1.3.1.2 LDG-A对T、B淋巴细胞形态的影响
操作同1.3.1.1节,最后在倒置荧光显微镜下观察T、B淋巴细胞在LDG-A的作用后细胞形态。
1.3.1.3 LDG-A对T、B淋巴细胞周期的影响
T、B淋巴细胞均为悬浮生长的细胞,采用细胞周期与细胞凋亡检测试剂盒对T、B淋巴细胞周期进行检测 [15]。
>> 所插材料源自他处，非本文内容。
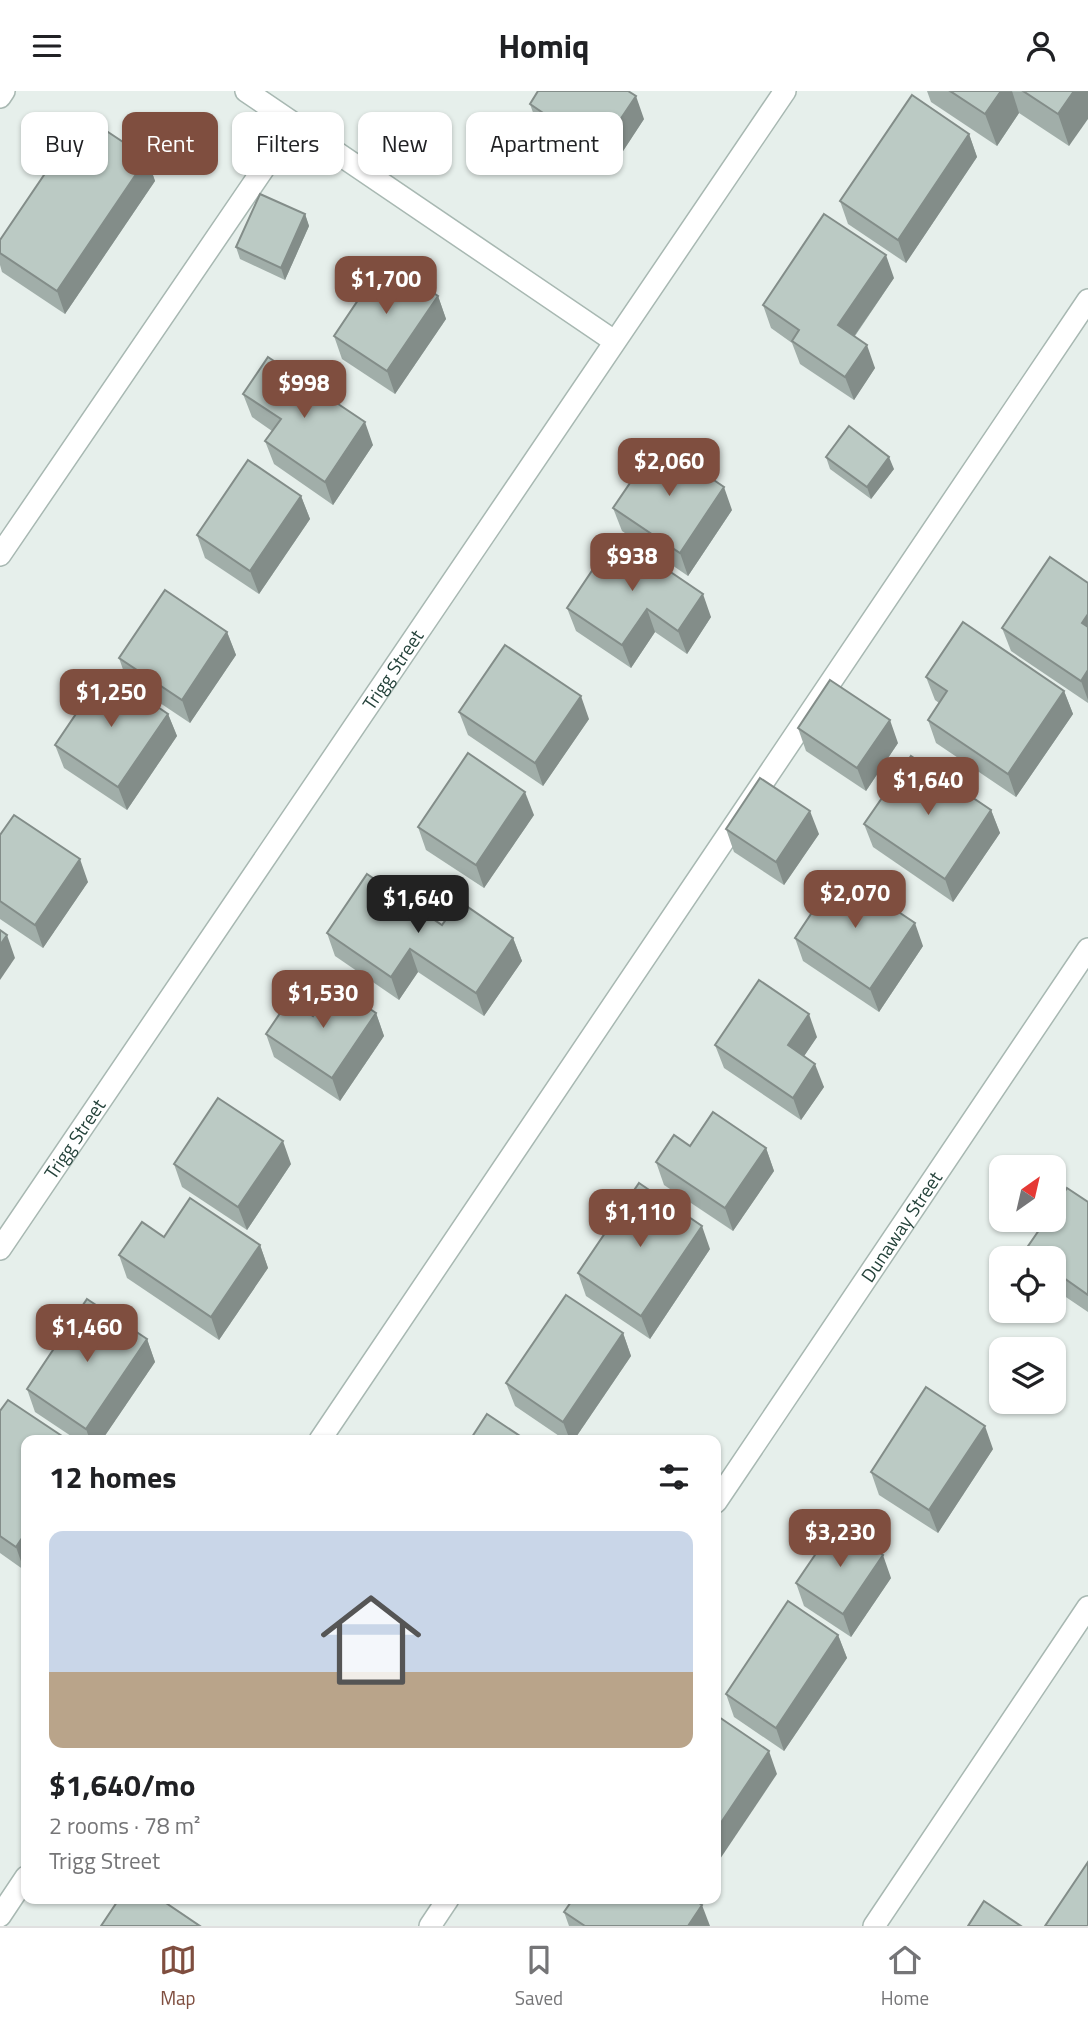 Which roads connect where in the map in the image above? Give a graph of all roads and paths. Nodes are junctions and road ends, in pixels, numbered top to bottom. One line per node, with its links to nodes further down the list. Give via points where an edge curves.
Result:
1 (4, 91): 4 (street)
2 (246, 91): 5 (street)
3 (785, 91): 9 (street, Trigg Street)
4 (0, 97)
5 (277, 112)
6 (344, 158): 9 (street)
7 (259, 175): 10 (street)
8 (1088, 300): 13 (street)
9 (614, 341): 12 (street, Trigg Street)
10 (0, 555)
11 (1088, 949): 14 (street, Dunaway Street)
12 (0, 1249)
13 (323, 1435)
14 (721, 1495)
15 (1088, 1607): 20 (street)
16 (21, 1884): 18 (street)
17 (445, 1904): 19 (street)
18 (0, 1916)
19 (430, 1926)
20 (874, 1926) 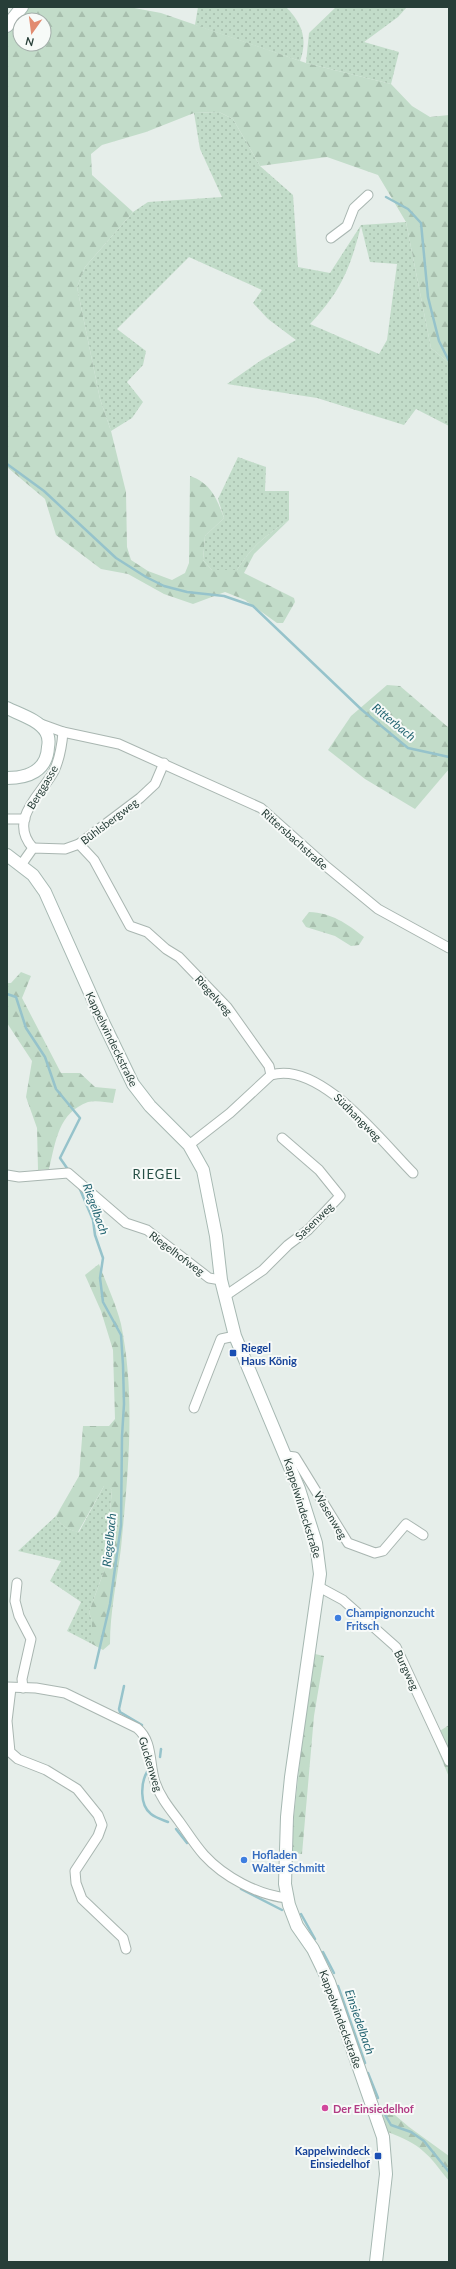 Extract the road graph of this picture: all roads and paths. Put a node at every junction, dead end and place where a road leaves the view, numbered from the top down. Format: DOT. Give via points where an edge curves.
graph roads {
  1 [pos="22,7"];
  2 [pos="7,26"];
  3 [pos="368,195"];
  4 [pos="331,238"];
  5 [pos="7,708"];
  6 [pos="38,723"];
  7 [pos="63,732"];
  8 [pos="164,763"];
  9 [pos="7,778"];
  10 [pos="7,819"];
  11 [pos="25,819"];
  12 [pos="79,844"];
  13 [pos="33,848"];
  14 [pos="7,855"];
  15 [pos="21,865"];
  16 [pos="449,948"];
  17 [pos="271,1075"];
  18 [pos="282,1138"];
  19 [pos="189,1145"];
  20 [pos="413,1173"];
  21 [pos="7,1175"];
  22 [pos="221,1280"];
  23 [pos="225,1296"];
  24 [pos="235,1336"];
  25 [pos="194,1408"];
  26 [pos="287,1456"];
  27 [pos="423,1534"];
  28 [pos="17,1583"];
  29 [pos="319,1587"];
  30 [pos="9,1688"];
  31 [pos="23,1688"];
  32 [pos="449,1761"];
  33 [pos="287,1898"];
  34 [pos="126,1949"];
  35 [pos="376,2262"];
  1 -- 2 [label="street"];
  3 -- 4 [label="street" via="354,208 347,226"];
  5 -- 6 [label="street"];
  6 -- 7 [label="street, Rittersbachstraße"];
  6 -- 9 [label="street" via="49,740 45,761 34,773"];
  7 -- 8 [label="street, Rittersbachstraße" via="119,744"];
  7 -- 11 [label="street, Berggasse" via="62,750 54,771 30,803"];
  8 -- 12 [label="street, Bühlsbergweg" via="155,784"];
  8 -- 16 [label="street, Rittersbachstraße" via="261,808 367,901"];
  10 -- 11 [label="street, Berggasse"];
  11 -- 13 [label="street, Berggasse" via="24,835"];
  12 -- 13 [label="street, Bühlsbergweg" via="65,849"];
  12 -- 17 [label="street, Riegelweg" via="94,860 130,926 147,932 166,949 179,956 227,1007 269,1066"];
  13 -- 15 [label="street"];
  14 -- 15 [label="street, Kappelwindeckstraße"];
  15 -- 19 [label="street, Kappelwindeckstraße" via="33,875 45,892 133,1084 150,1106"];
  17 -- 19 [label="street"];
  17 -- 20 [label="street, Südhangweg" via="291,1072 303,1075 331,1090"];
  18 -- 23 [label="street, Sasenweg" via="319,1170 340,1196 308,1230 288,1245 263,1270"];
  19 -- 22 [label="street, Kappelwindeckstraße" via="203,1170 216,1236"];
  21 -- 22 [label="street, Riegelhofweg" via="19,1177 68,1173 126,1223 147,1230 210,1278"];
  22 -- 23 [label="street, Kappelwindeckstraße"];
  23 -- 24 [label="street, Kappelwindeckstraße"];
  24 -- 25 [label="street" via="220,1339"];
  24 -- 26 [label="street, Kappelwindeckstraße"];
  26 -- 27 [label="street, Wasenweg" via="294,1457 304,1470 348,1544 375,1553 383,1551 406,1524"];
  26 -- 29 [label="street, Kappelwindeckstraße" via="320,1559"];
  28 -- 31 [label="street" via="14,1601 18,1616 31,1639 22,1679"];
  29 -- 32 [label="street, Burgweg" via="343,1600 396,1647"];
  29 -- 33 [label="street, Kappelwindeckstraße" via="288,1801 284,1878"];
  30 -- 31 [label="street, Guckenweg"];
  30 -- 34 [label="street" via="7,1721 10,1752 18,1759 46,1770 77,1788 98,1815 102,1825 98,1836 75,1871 76,1883 82,1899 122,1938"];
  31 -- 33 [label="street, Guckenweg" via="65,1693 137,1728 146,1741 154,1781 160,1793 204,1855 221,1870 245,1884 268,1894"];
  33 -- 35 [label="street, Kappelwindeckstraße" via="298,1926 313,1948 329,1982 383,2137 386,2174"];
} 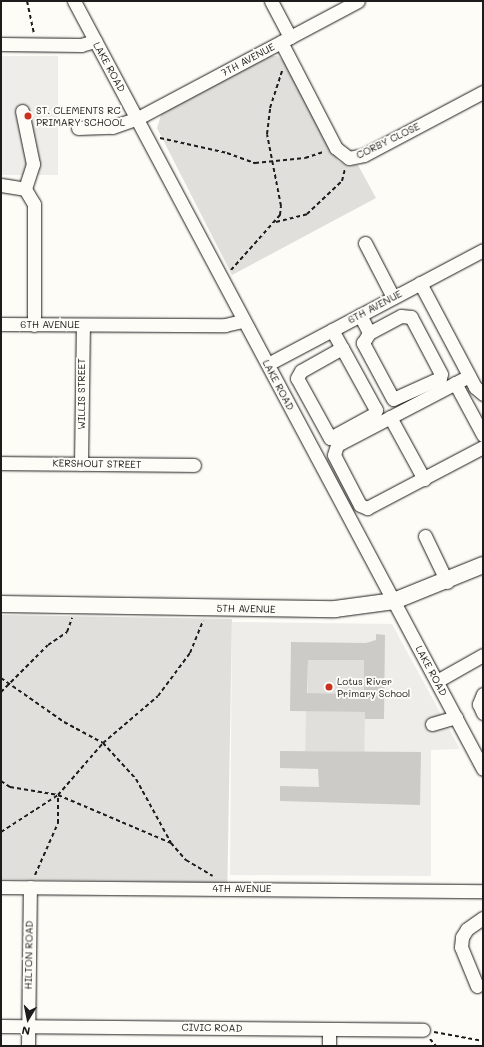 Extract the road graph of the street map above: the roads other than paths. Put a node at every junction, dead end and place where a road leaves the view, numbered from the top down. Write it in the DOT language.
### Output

T细胞周期实验设置空白对照组、LDG-A实验组(LDG-A 6.25、12.50、25.00 μg/mL)和阳性对照组(LPS 12.5 μg/mL);B淋巴细胞周期实验设置空白对照组、实验组(LDG-A 0.5、1.0、10.0 μg/mL)和阳性对照组(LPS 5 μg/mL);按照试剂盒所提供的实验步骤准备细胞样品,加入1 mL冰浴预冷的体积分数为70%的乙醇中,吹打混匀,4 ℃固定2 h。配制碘化丙啶染色液,以1 个样品为例,染色缓冲液0.5 mL,(20×)碘化丙啶染色液25 μL,(50×)核糖核酸酶A 10 µL,终体积 0.535 mL。向每管细胞样品中加入0.5 mL碘化丙啶染色液,缓慢并充分重悬细胞沉淀,37 ℃避光温浴30 min。用流式细胞仪在激发波长为488 nm条件下检测红色荧光,并对处于各个细胞周期(G 0/G 1期、S期、G 2/M期)的细胞数量百分比进行分析 [16-17]。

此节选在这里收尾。